* Task prompt
Retrieve all lines below that have the string "roads".

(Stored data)
|---|
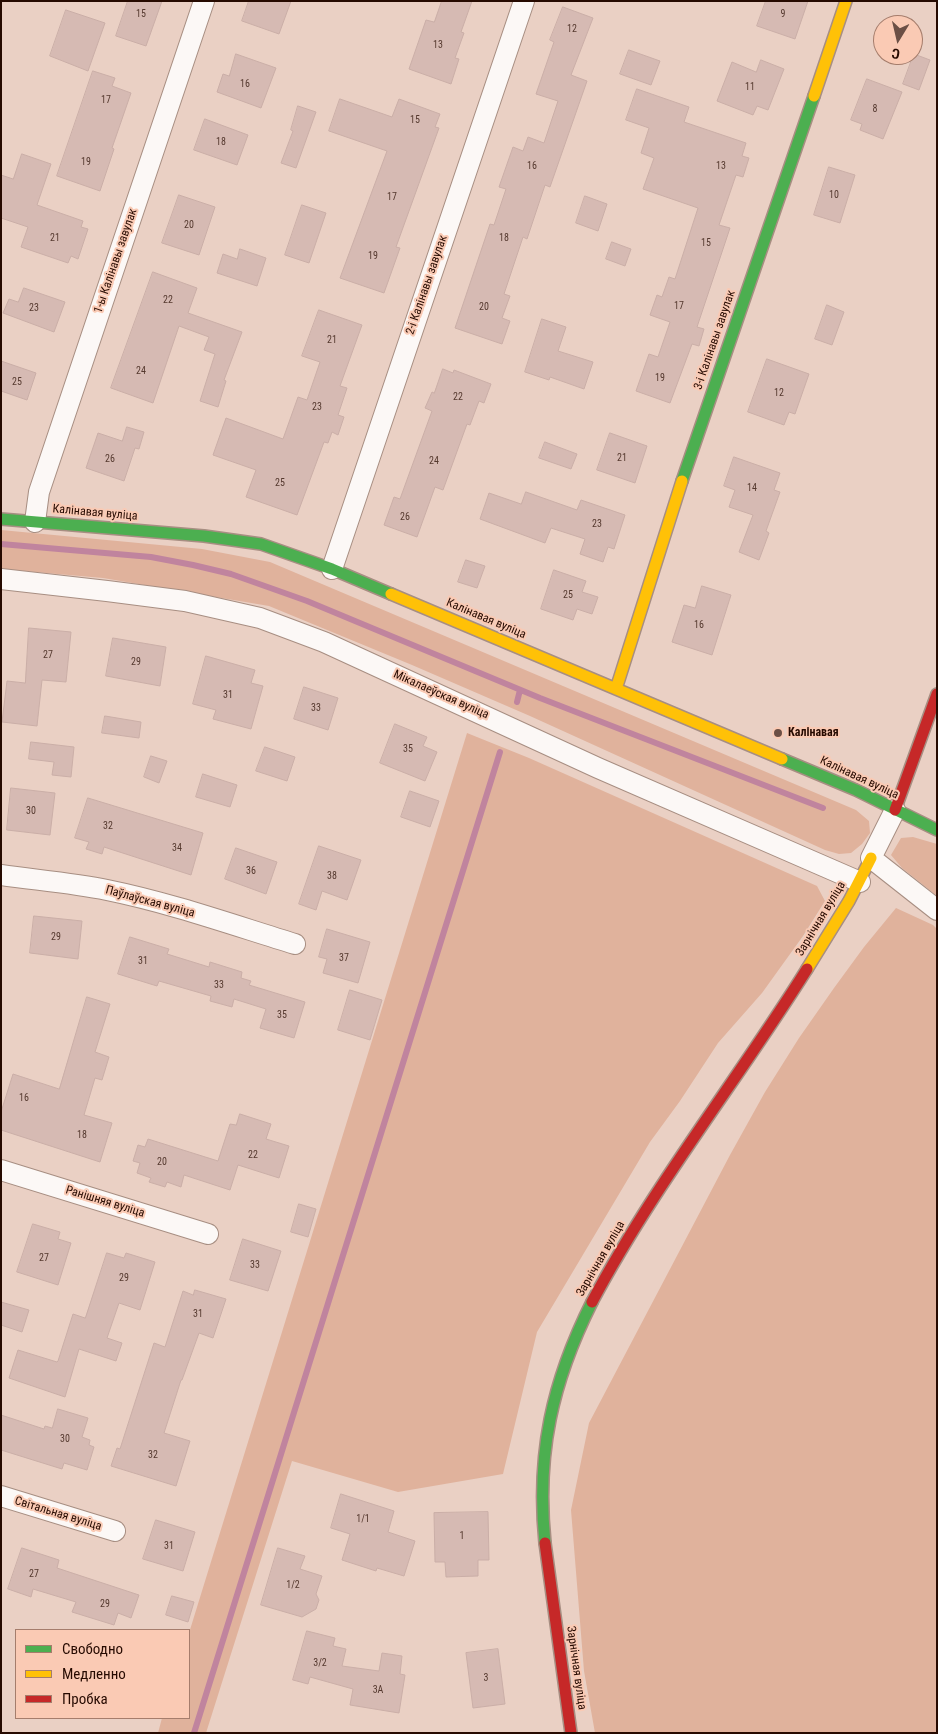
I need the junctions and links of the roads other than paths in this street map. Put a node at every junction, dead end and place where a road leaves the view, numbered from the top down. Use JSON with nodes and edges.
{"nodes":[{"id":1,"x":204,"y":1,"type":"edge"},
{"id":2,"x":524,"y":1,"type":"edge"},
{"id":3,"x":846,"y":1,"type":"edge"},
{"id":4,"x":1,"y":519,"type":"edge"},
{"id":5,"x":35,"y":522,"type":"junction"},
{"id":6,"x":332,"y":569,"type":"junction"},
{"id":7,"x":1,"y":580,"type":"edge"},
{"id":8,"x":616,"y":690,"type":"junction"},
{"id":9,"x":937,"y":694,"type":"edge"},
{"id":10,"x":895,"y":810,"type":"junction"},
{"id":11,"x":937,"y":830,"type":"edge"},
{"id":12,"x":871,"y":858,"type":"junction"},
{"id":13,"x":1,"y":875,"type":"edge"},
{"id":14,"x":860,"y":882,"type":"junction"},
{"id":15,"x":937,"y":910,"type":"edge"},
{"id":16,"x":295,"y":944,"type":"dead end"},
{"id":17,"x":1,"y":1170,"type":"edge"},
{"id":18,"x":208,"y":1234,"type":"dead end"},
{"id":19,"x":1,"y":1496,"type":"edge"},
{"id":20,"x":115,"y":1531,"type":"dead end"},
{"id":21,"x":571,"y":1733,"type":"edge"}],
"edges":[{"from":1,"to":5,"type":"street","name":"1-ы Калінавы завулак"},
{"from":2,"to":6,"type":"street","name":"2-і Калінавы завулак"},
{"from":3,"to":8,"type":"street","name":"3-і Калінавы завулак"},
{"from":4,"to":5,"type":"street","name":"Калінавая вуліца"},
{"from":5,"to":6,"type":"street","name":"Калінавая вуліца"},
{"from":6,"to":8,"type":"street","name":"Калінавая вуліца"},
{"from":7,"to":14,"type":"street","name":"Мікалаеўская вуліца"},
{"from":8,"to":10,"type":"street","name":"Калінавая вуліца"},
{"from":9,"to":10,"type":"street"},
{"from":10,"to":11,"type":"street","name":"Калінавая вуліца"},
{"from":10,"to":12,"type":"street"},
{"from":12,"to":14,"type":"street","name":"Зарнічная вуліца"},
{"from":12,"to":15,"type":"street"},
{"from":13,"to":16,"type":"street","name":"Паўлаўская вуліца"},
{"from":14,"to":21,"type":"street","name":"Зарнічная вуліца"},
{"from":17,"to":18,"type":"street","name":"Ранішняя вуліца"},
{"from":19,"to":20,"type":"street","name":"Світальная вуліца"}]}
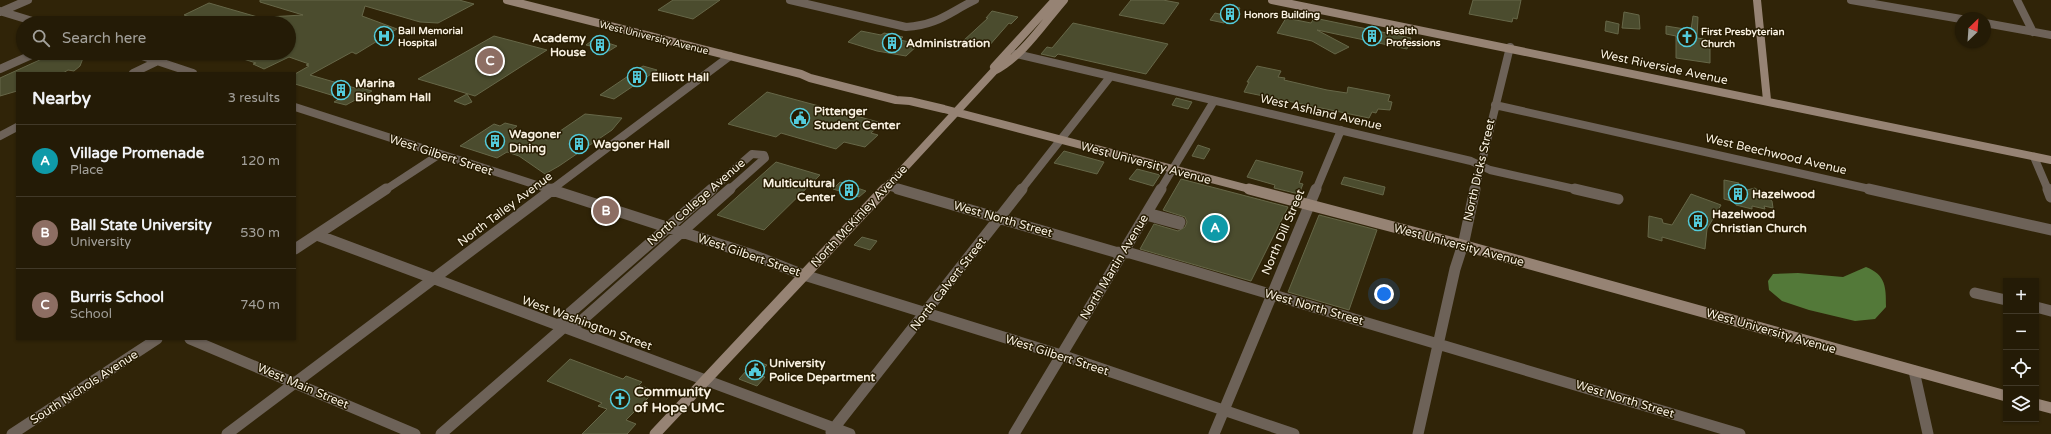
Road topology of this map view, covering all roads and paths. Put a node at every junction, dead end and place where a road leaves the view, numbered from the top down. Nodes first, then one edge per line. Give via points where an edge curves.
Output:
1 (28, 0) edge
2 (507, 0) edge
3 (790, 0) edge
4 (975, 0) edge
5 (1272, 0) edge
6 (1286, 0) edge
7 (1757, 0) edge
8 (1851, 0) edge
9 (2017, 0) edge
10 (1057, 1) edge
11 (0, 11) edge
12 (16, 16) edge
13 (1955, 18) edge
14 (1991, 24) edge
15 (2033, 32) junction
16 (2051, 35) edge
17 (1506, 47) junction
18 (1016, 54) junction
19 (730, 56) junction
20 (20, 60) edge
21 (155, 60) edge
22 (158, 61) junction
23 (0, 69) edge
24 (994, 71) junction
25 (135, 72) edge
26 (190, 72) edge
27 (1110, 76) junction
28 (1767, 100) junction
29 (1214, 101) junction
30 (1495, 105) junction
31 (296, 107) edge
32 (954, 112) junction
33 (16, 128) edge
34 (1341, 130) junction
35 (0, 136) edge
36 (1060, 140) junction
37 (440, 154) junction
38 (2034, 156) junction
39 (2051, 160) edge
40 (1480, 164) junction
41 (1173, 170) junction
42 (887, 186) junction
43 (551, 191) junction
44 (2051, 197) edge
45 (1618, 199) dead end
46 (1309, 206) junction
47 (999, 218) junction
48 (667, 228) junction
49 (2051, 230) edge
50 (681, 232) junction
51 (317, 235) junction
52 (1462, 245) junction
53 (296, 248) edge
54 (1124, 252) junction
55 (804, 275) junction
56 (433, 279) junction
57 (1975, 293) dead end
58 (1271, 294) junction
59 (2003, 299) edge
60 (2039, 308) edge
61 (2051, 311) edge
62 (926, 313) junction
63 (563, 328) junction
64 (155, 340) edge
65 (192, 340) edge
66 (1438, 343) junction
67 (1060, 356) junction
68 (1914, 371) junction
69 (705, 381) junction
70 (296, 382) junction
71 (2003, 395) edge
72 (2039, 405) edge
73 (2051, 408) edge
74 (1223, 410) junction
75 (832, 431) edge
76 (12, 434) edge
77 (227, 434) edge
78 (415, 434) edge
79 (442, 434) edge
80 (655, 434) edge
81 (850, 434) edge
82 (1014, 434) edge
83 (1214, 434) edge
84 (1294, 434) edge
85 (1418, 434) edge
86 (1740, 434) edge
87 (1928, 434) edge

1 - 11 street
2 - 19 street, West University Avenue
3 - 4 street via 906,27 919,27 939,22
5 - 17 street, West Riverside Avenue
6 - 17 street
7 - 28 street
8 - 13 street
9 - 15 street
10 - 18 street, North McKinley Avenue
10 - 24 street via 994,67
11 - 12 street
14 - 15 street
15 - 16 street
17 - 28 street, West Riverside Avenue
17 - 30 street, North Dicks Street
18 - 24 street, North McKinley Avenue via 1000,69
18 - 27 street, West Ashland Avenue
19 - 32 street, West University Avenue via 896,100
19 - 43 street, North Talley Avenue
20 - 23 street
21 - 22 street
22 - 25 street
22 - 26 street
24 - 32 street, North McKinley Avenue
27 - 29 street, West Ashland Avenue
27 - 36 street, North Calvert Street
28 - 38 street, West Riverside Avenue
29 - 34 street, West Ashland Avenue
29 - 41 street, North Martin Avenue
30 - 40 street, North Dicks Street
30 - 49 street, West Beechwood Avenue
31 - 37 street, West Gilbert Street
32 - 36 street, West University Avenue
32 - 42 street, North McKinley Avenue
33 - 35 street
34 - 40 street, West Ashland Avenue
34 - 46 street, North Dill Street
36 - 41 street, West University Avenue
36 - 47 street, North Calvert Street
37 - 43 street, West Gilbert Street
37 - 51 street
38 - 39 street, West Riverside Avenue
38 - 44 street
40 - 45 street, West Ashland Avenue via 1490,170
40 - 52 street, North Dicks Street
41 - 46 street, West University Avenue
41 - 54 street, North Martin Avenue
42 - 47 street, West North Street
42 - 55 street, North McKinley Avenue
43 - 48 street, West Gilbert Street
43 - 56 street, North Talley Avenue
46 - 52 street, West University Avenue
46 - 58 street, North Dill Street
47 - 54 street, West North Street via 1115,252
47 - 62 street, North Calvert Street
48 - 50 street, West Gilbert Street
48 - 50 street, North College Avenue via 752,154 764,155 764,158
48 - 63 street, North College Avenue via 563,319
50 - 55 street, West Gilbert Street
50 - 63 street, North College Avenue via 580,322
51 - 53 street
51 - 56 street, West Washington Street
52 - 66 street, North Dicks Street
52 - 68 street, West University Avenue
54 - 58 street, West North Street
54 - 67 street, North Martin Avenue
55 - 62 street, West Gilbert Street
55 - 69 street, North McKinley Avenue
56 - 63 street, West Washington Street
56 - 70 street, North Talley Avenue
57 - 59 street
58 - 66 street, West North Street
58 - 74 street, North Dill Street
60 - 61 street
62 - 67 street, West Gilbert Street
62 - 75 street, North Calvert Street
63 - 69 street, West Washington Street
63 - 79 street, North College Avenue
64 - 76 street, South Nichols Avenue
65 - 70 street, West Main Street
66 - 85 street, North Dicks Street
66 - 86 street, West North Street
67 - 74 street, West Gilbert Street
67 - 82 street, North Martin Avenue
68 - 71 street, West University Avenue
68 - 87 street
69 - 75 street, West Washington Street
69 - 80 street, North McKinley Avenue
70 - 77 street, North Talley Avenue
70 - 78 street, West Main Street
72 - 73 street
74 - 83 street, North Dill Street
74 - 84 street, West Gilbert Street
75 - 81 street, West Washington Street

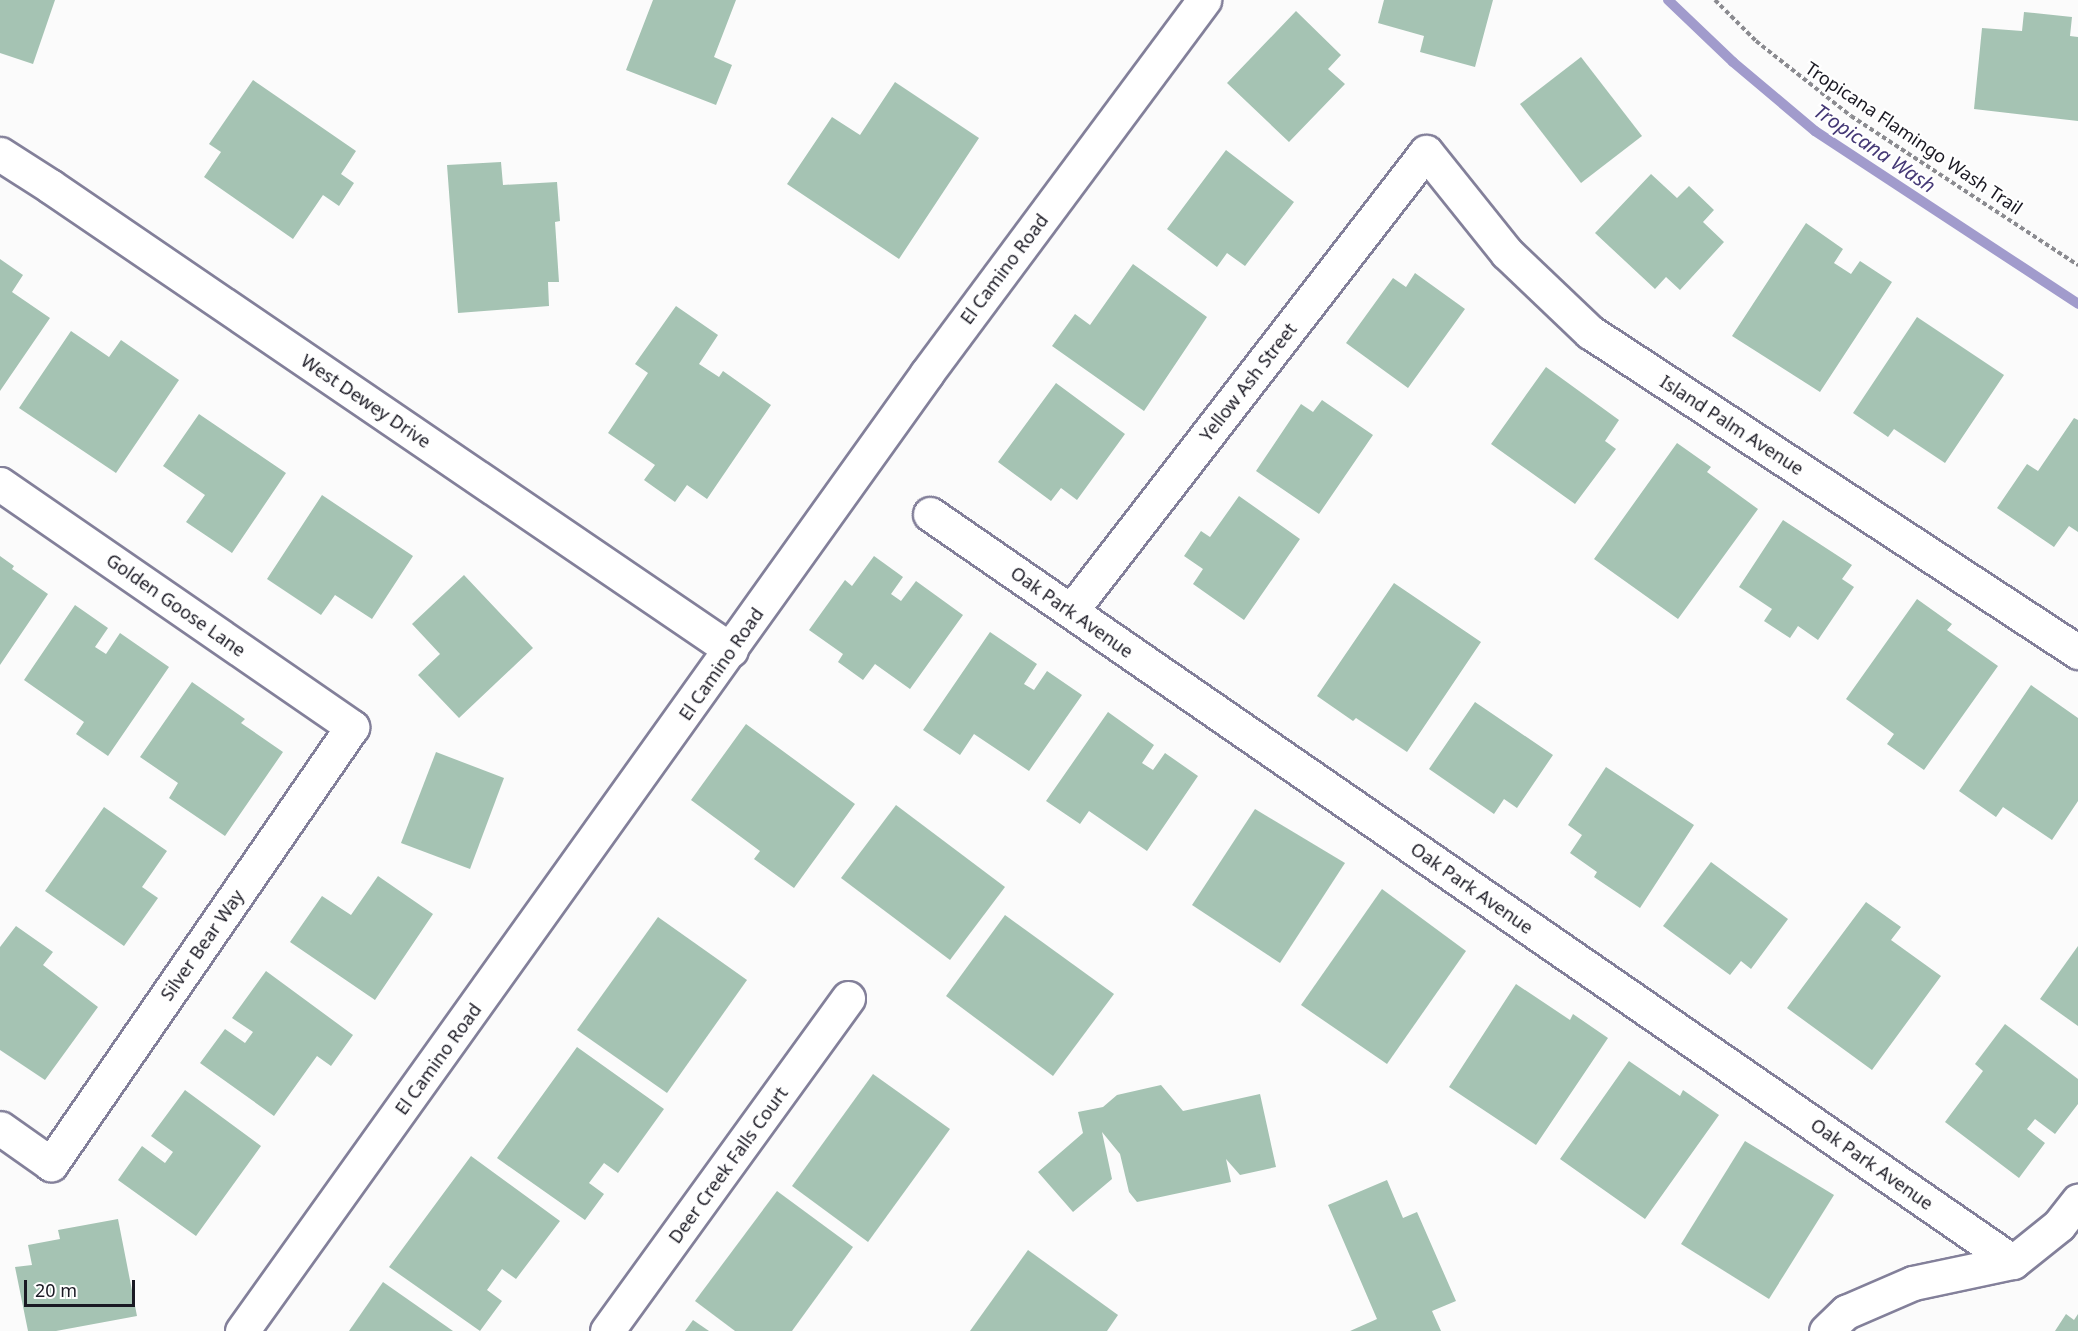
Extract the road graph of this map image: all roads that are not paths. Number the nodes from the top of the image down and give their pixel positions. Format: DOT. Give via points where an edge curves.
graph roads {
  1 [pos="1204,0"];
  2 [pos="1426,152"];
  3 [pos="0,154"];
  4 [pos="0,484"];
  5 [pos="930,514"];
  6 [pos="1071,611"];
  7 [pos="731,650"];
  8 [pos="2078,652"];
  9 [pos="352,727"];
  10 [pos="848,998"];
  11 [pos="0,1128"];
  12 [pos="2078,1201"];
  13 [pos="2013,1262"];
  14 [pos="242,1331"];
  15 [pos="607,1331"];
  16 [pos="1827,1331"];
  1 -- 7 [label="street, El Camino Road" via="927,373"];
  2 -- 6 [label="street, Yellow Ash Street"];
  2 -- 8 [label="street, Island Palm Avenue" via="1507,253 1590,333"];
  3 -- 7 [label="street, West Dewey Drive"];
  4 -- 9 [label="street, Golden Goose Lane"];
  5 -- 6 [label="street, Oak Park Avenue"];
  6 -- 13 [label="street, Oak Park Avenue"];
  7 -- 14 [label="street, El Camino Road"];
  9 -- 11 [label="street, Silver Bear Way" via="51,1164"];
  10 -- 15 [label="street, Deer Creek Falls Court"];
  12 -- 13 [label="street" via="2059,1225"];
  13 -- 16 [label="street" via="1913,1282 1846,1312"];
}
|---|
* Reply
I need the junctions and links of the roads other than paths in this street map. Put a node at every junction, dead end and place where a road leaves the view, numbered from the top down. Use JSON with nodes and edges.
Road topology of this map view, covering all roads and paths. Put a node at every junction, dead end and place where a road leaves the view, numbered from the top down. Nodes first, then one edge per line. Give via points where an edge curves.
Extract the road graph of this map image: all roads that are not paths. Number the nodes from the top of the image down and give their pixel positions. Format: DOT. Give via points where an edge curves.
graph roads {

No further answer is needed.